The US is doing a lot worse things to invade people’s privacy than this. My outrage is going elsewhere, at least for the moment.
Yes, but misplaced desperation - I really do wonder what was going on here that she felt flashing everyone was a better course of action than three seconds of carefully nonsexual patting. (I’m presuming, given what’s in the article, that the TSA’s worries at that point were not that the woman had hidden something on her chest but that she was an unbalanced major loon.) I’m inclined to blame the TSA for not properly communicating what they would be doing, or not doing it early enough in the incident when the woman was still amenable to reason.

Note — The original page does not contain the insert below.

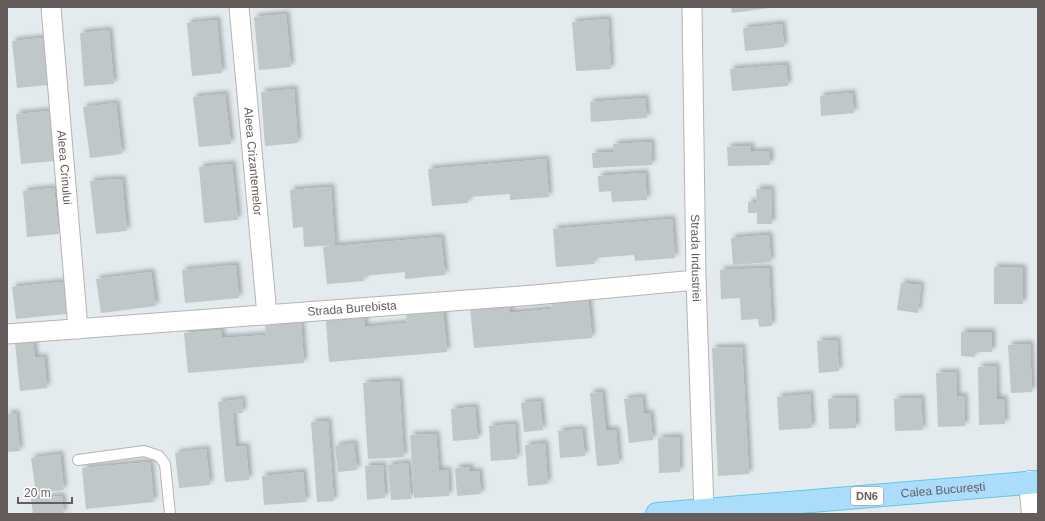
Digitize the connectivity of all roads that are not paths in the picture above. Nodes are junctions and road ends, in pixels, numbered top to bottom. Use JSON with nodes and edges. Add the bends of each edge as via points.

Ahh, like Afghanistan, you mean? Where even under the Taliban women could be examined by female doctors under very restricted circumstances and were not required to wear burqas in situations where only females or related males were present?
Granted, I’m not an expert on Sharia law and Islamic fundamentalism. If someone more learned than I comes in and tells me that being briefly touched through clothing in private by another woman is religiously or culturally forbidden… well, I’d be quite fascinated to learn it.
They said it was because the two Russian planes, last month were brought down by women with explosives wrapped around there bodies.
So, we go from crude explosive wraps, to customized, perfectly fitted, exploding tatas. She was wearing a close-fitting tank top.
As far as why she freaked so badly, she had a 3 month old baby! She was probably still nursing, and maybe had a bit of left over post-partum blues. I wonder, did the frisk the baby too?
It seems like, there was a little TSA ego involved. I wonder if “bully” needs to be underlined on the resume
Just to clarify, my opinion on all of this is based on a couple of assumptions.
One, that the procedure the woman wouldn’t allow was the sort of brief patting of the clothed breast with the back of the hand by a female, conducted as part of the patdown of the rest of the body, that I’ve gotten at the airport.
Two, that the woman was given the opportunity to submit to the breast portion of the patdown in a private room with only females present.
Three, that the flashing episode at the end of the exam was NOT the result of the woman calmly stating something like, “I’m not willing to allow anyone to touch my chest, but I can remove my shirt so that you know there’s nothing hidden there,” and hence that the TSA’s kicking her out of the airport at that point was because she was combative, unpredictable, and possibly dangerous because of it, not because they feared boobie explosives.
If the facts happen to be significantly different, my evaluation of this particular case will probably change.